### Input records ###

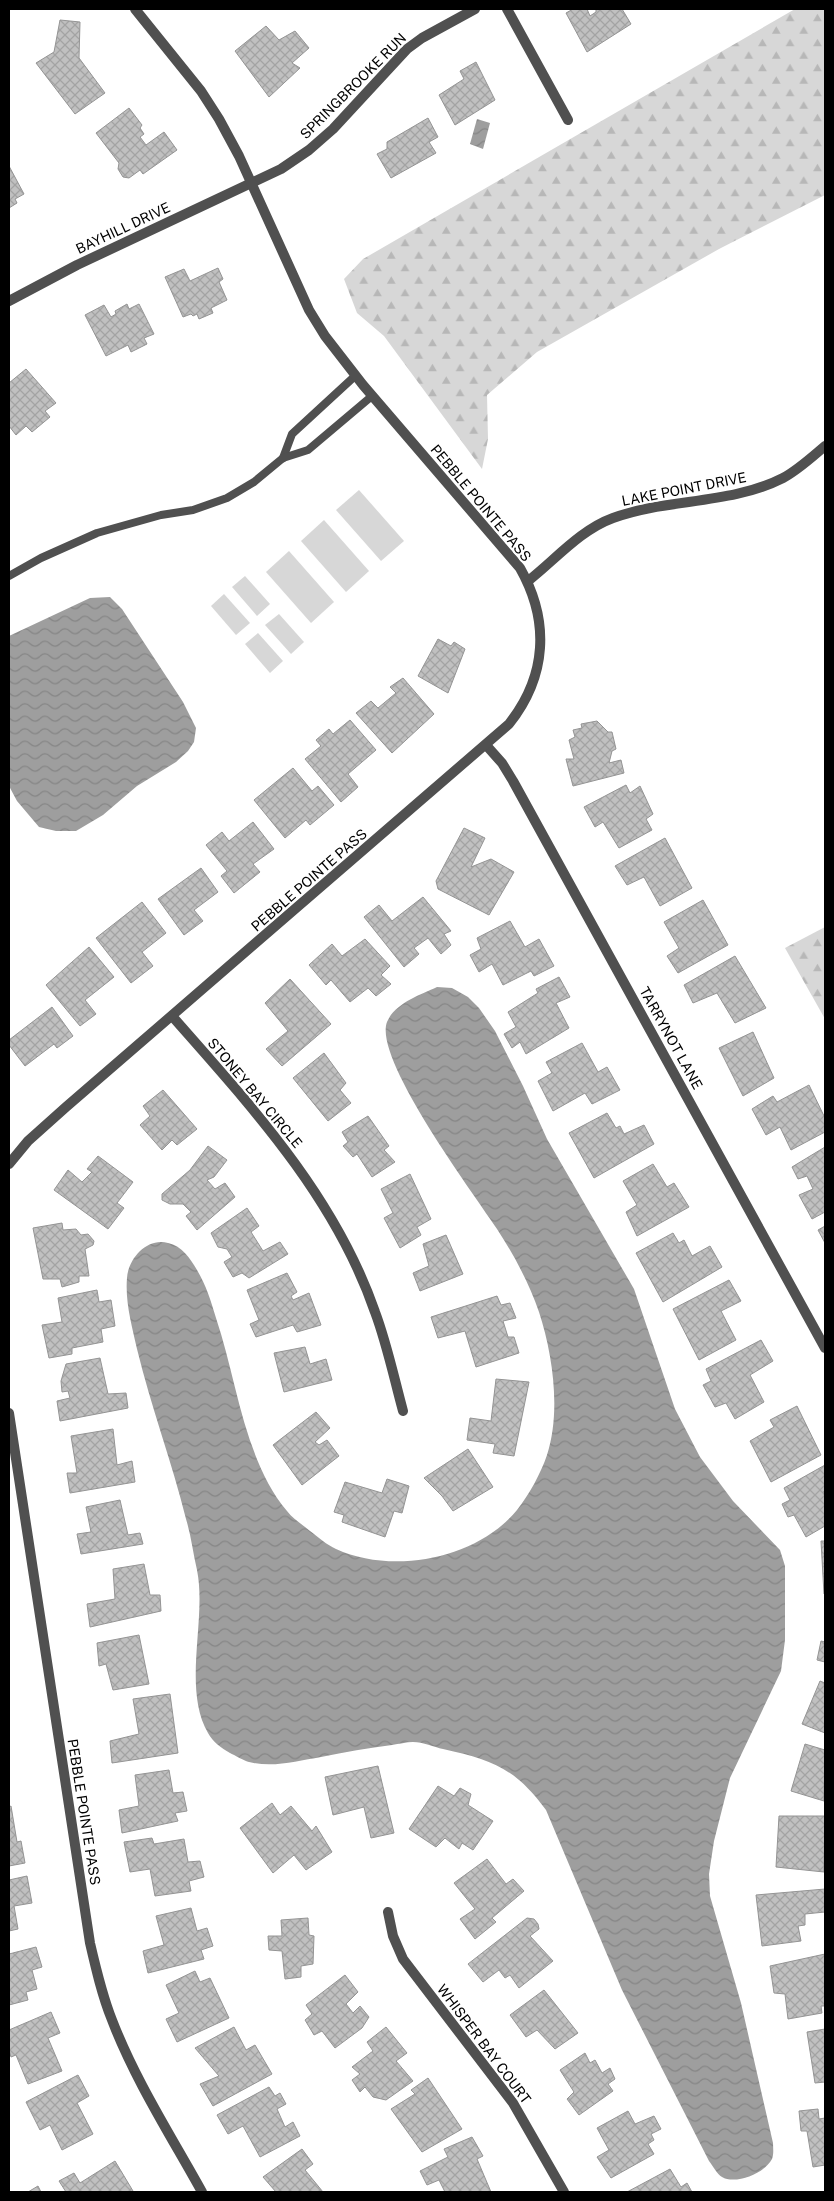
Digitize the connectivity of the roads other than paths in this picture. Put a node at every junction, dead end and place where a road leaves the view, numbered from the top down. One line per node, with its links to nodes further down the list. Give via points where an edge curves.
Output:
1 (135, 9): 5 (street, PEBBLE POINTE PASS, via 205,98)
2 (475, 9): 5 (street, SPRINGBROOKE RUN, via 407,49 308,150 282,169)
3 (507, 9): 4 (street)
4 (568, 120)
5 (250, 182): 6 (street, BAYHILL DRIVE); 7 (street, PEBBLE POINTE PASS, via 309,310)
6 (9, 301)
7 (355, 376): 8 (street, PEBBLE POINTE PASS); 10 (lane, via 292,434)
8 (372, 396): 10 (lane, via 308,450); 12 (street, PEBBLE POINTE PASS, via 510,555)
9 (825, 446): 12 (street, LAKE POINT DRIVE, via 784,478 756,489 611,519 584,534)
10 (283, 458): 11 (lane, via 254,482 227,498 97,533)
11 (9, 576)
12 (528, 581): 13 (street, PEBBLE POINTE PASS, via 540,631 535,678 517,714)
13 (486, 745): 14 (street, PEBBLE POINTE PASS); 16 (street, TARRYNOT LANE, via 513,781)
14 (172, 1016): 15 (street, PEBBLE POINTE PASS, via 28,1141); 17 (street, STONEY BAY CIRCLE, via 268,1126 317,1194 361,1276 376,1312)
15 (9, 1164)
16 (825, 1348)
17 (403, 1411)
18 (9, 1413): 20 (street, PEBBLE POINTE PASS, via 96,1970 128,2056)
19 (388, 1912): 21 (street, WHISPER BAY COURT, via 393,1936 404,1960 513,2103)
20 (202, 2192)
21 (564, 2192)

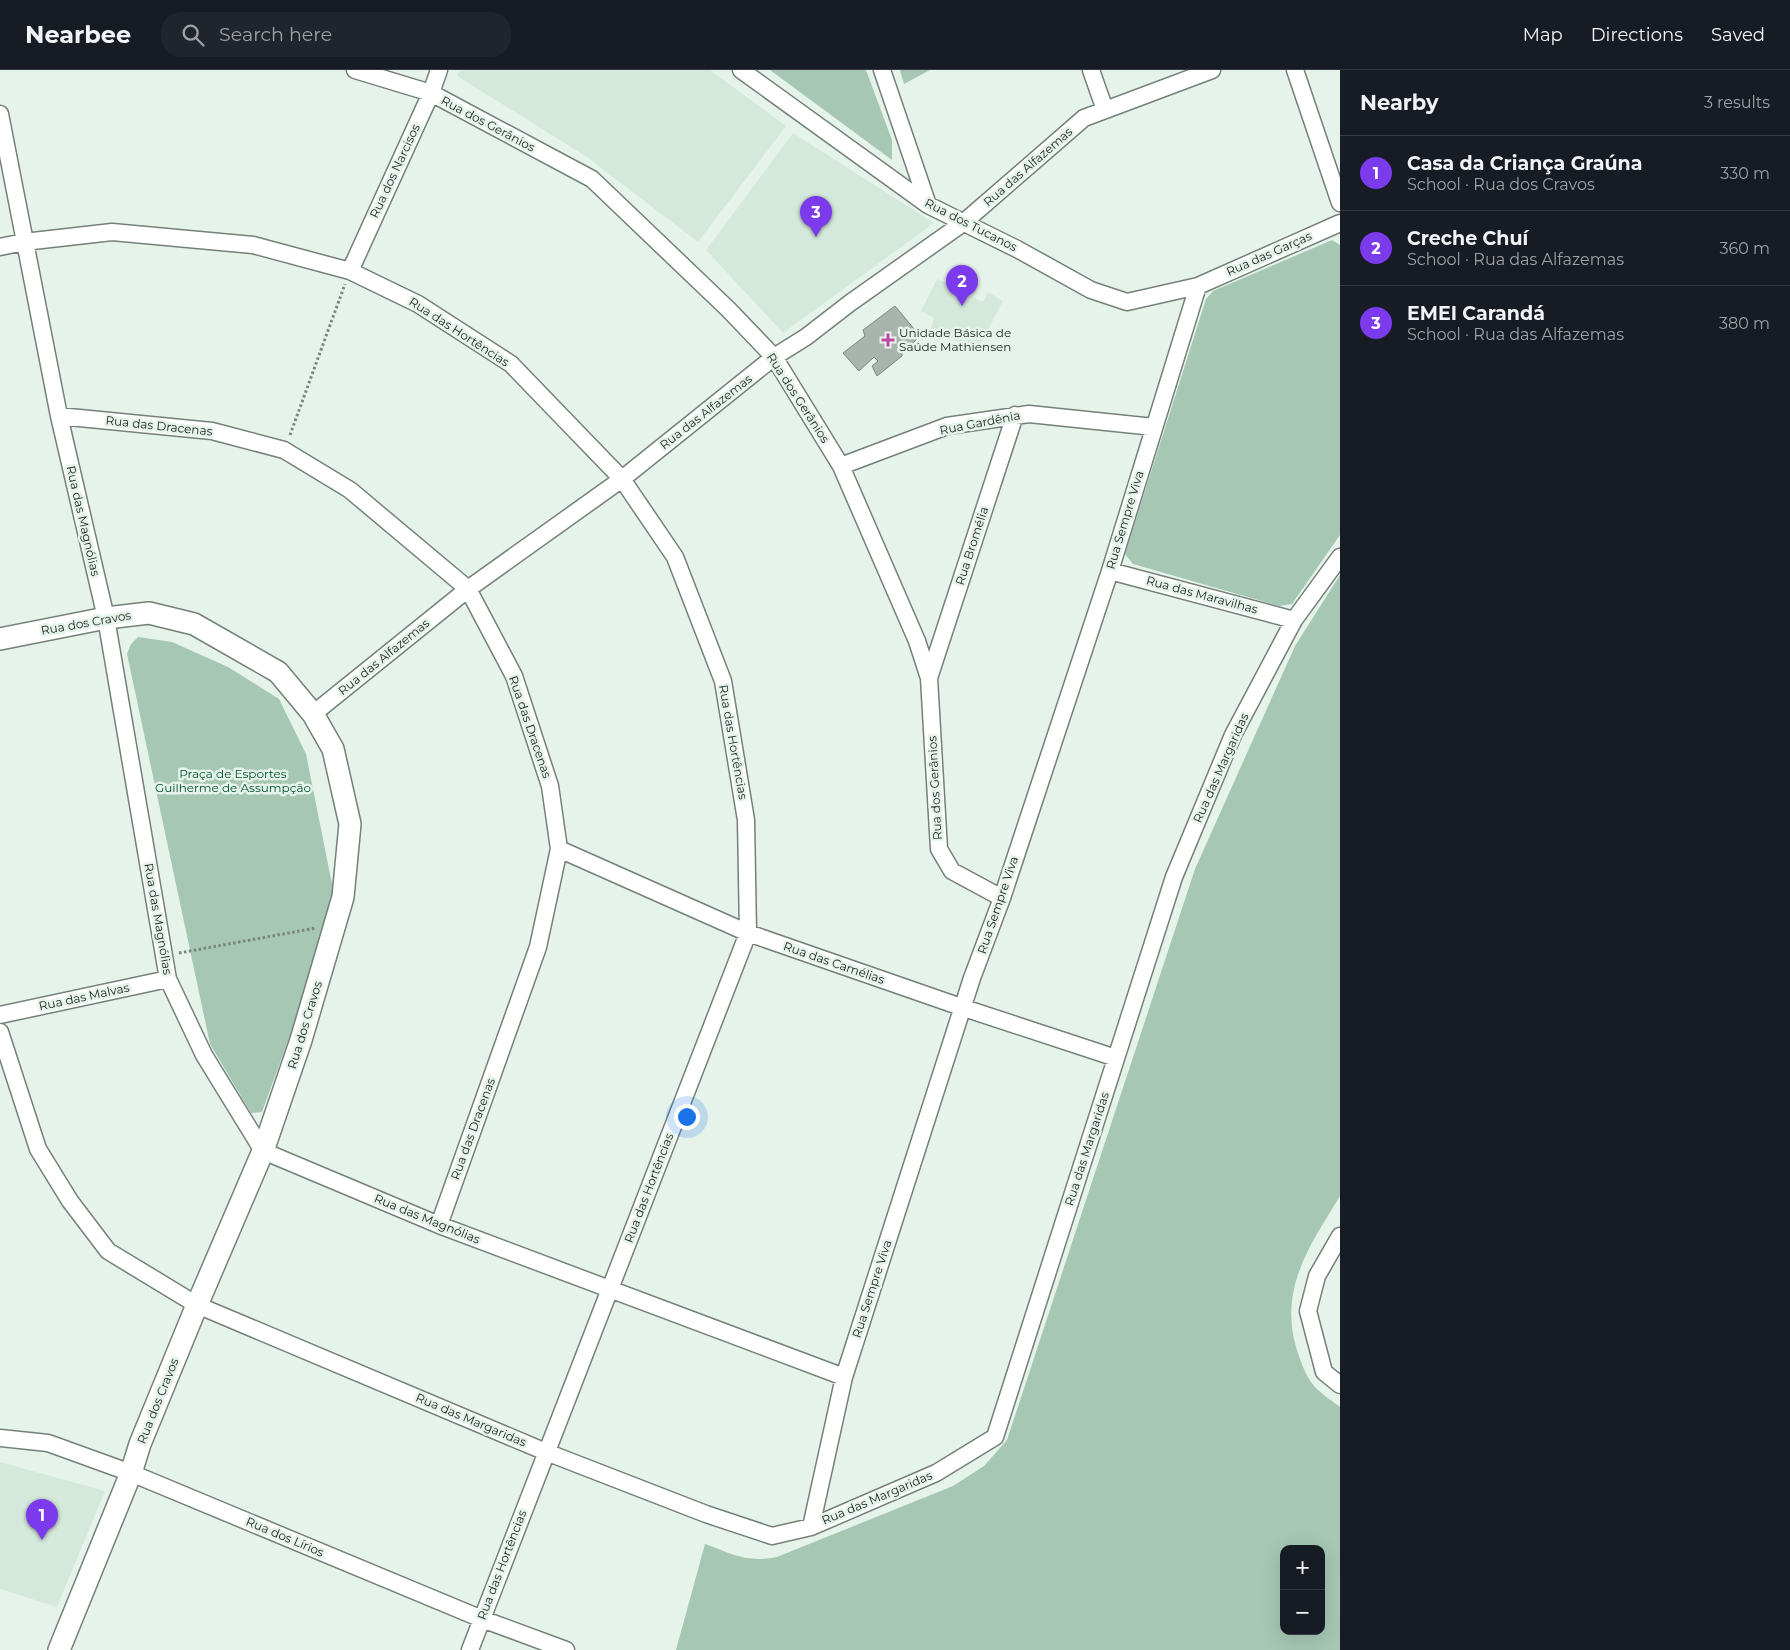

###

**Requirement:** Output every record above verbatim, excluding images.

**Exercise output:**
Digitize the connectivity of the roads other than paths in this picture. Put a node at every junction, dead end and place where a road leaves the view, numbered from the top down. One line per node, with its links to nodes further down the list. Give via points where an edge curves.
Output:
1 (135, 9): 5 (street, PEBBLE POINTE PASS, via 205,98)
2 (475, 9): 5 (street, SPRINGBROOKE RUN, via 407,49 308,150 282,169)
3 (507, 9): 4 (street)
4 (568, 120)
5 (250, 182): 6 (street, BAYHILL DRIVE); 7 (street, PEBBLE POINTE PASS, via 309,310)
6 (9, 301)
7 (355, 376): 8 (street, PEBBLE POINTE PASS); 10 (lane, via 292,434)
8 (372, 396): 10 (lane, via 308,450); 12 (street, PEBBLE POINTE PASS, via 510,555)
9 (825, 446): 12 (street, LAKE POINT DRIVE, via 784,478 756,489 611,519 584,534)
10 (283, 458): 11 (lane, via 254,482 227,498 97,533)
11 (9, 576)
12 (528, 581): 13 (street, PEBBLE POINTE PASS, via 540,631 535,678 517,714)
13 (486, 745): 14 (street, PEBBLE POINTE PASS); 16 (street, TARRYNOT LANE, via 513,781)
14 (172, 1016): 15 (street, PEBBLE POINTE PASS, via 28,1141); 17 (street, STONEY BAY CIRCLE, via 268,1126 317,1194 361,1276 376,1312)
15 (9, 1164)
16 (825, 1348)
17 (403, 1411)
18 (9, 1413): 20 (street, PEBBLE POINTE PASS, via 96,1970 128,2056)
19 (388, 1912): 21 (street, WHISPER BAY COURT, via 393,1936 404,1960 513,2103)
20 (202, 2192)
21 (564, 2192)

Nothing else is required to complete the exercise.